Download and install the latest version of Arduino IDE from Arduino’s official website. https://www.arduino.cc/en/software

PermalinkStep 2: Install Wio Terminal Board Support

https://wiki.seeedstudio.com/Wio-Terminal-Getting-Started/ this link has the instruction for Wio Terminal Setup in Arduino IDE.

PermalinkStep 3: Install Required Libraries

Navigate to Sketch → Include Library → Manage Libraries and install the following:

• DHT sensor library (https://github.com/Seeed-Studio/Grove_Temperature_And_Humidity_Sensor) – For temperature & humidity readings.

• TFT_eSPI — For Wio Terminal’s built-in LCD display.

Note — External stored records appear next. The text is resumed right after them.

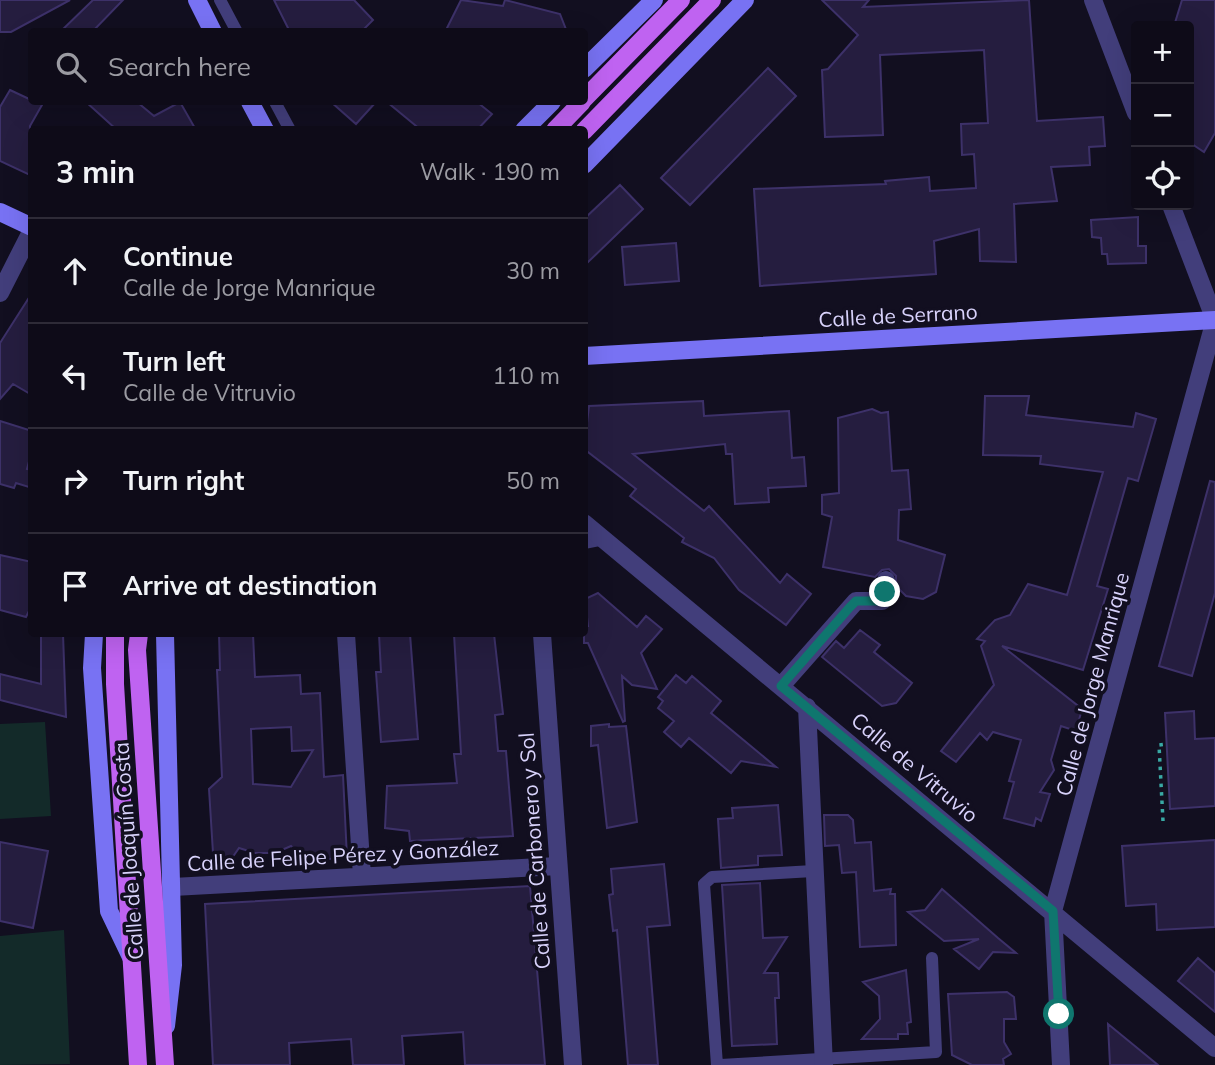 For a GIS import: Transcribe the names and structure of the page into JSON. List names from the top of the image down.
{
  "streets": {
    "main road": ["Calle de Joaquín Costa"],
    "street": [
      "Calle de Serrano",
      "Calle de Jorge Manrique",
      "Calle de Vitruvio",
      "Calle de Carbonero y Sol",
      "Calle de Felipe Pérez y González"
    ]
  },
  "crossings": [
    ["Calle de Serrano", "Calle de Jorge Manrique"],
    ["Calle de Jorge Manrique", "Calle de Vitruvio"],
    ["Calle de Carbonero y Sol", "Calle de Felipe Pérez y González"]
  ],
  "page": {
    "map_buttons": ["+", "−"],
    "search": "Search here",
    "heading": ["3 min", "Walk · 190 m"],
    "list": [
      ["Continue", "Calle de Jorge Manrique", "30 m"],
      ["Turn left", "Calle de Vitruvio", "110 m"],
      ["Turn right", "50 m"],
      "Arrive at destination"
    ]
  }
}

• Grove Multichannel Gas Sensor Library (https://github.com/Seeed-Studio/Seeed_Multichannel_Gas_Sensor/) — For detecting CO, NH3, NO2, and VOCs.

PermalinkStep 4: Wiring the Sensors to Wio Terminal

• The DHT22 sensor requires only a single Grove A0 port.

• The Multichannel Gas Sensor communicates via I2C, so it should be connected to the I2C Grove port on the Wio Terminal.

• Power the Wio Terminal via a USB Type-C cable.

Grove Multichannel Gas Sensor

Grove DHT22 Sensor

PermalinkStep 5: Design the UI for the Wio Terminal Display

A simple UI design can be created using draw.io website. Later the code is written based on this design using the tft library.

PermalinkStep 6: Uploading the Code

Once everything is set up, upload the following code to test the sensors and display data on the Wio Terminal screen.

 #include <TFT_eSPI.h>
  #include <Multichannel_Gas_GMXXX.h>
  #include <Wire.h>
  #include "Grove_Temperature_And_Humidity_Sensor.h"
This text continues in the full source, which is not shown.